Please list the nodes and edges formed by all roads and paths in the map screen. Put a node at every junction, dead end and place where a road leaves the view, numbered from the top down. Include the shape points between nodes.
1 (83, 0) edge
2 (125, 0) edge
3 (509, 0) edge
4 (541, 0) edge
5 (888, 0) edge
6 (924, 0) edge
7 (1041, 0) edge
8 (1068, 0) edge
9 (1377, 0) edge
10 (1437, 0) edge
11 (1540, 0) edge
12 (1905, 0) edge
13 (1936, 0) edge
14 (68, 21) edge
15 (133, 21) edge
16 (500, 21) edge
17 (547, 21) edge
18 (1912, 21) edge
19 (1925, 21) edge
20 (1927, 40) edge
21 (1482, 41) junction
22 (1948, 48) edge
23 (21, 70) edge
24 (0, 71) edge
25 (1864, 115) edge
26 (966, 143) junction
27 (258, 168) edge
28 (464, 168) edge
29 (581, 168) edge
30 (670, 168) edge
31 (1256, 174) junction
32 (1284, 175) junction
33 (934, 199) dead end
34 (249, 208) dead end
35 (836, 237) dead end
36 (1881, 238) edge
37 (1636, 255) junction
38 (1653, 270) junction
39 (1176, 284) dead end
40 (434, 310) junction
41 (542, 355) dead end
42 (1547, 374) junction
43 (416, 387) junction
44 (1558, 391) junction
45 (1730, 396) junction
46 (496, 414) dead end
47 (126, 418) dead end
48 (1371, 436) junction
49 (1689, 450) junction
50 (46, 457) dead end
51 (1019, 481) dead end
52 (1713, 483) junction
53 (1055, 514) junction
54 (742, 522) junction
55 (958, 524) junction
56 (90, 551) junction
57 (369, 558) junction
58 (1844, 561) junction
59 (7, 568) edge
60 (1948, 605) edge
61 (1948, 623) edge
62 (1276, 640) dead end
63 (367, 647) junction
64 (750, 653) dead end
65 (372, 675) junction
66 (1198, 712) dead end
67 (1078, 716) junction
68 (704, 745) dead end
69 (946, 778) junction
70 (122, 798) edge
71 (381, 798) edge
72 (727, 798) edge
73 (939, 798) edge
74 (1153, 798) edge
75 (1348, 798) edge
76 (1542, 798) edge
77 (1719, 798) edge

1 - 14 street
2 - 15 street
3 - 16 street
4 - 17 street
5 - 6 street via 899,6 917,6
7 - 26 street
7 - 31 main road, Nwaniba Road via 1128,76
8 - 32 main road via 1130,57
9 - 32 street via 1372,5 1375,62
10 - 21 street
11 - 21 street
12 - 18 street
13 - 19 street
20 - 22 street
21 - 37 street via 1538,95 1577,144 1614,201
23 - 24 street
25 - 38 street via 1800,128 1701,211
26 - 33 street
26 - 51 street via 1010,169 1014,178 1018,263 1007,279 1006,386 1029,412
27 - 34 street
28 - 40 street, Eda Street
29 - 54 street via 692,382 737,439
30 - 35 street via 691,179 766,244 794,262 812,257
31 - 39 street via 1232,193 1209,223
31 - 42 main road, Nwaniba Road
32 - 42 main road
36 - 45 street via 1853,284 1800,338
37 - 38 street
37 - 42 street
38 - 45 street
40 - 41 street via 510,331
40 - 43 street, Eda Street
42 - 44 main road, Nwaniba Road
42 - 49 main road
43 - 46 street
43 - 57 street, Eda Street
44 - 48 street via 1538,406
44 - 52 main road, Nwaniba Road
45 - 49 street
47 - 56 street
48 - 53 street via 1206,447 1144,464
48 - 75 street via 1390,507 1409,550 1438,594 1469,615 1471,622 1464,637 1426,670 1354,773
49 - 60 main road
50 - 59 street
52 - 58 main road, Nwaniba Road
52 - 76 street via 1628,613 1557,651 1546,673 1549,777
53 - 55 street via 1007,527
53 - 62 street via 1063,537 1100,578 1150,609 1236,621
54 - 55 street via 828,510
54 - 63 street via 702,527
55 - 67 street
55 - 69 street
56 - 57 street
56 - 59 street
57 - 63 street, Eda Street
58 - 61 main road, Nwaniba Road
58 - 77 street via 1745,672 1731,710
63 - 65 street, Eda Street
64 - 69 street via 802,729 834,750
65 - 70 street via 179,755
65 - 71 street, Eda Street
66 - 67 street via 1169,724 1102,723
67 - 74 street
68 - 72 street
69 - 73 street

_EXERCISE DESCRIPTION_: Looking at the listing above, which lines hold "Nwaniba"? Copy every such line.

_TASK OUTPUT_:
7 - 31 main road, Nwaniba Road via 1128,76
31 - 42 main road, Nwaniba Road
42 - 44 main road, Nwaniba Road
44 - 52 main road, Nwaniba Road
52 - 58 main road, Nwaniba Road
58 - 61 main road, Nwaniba Road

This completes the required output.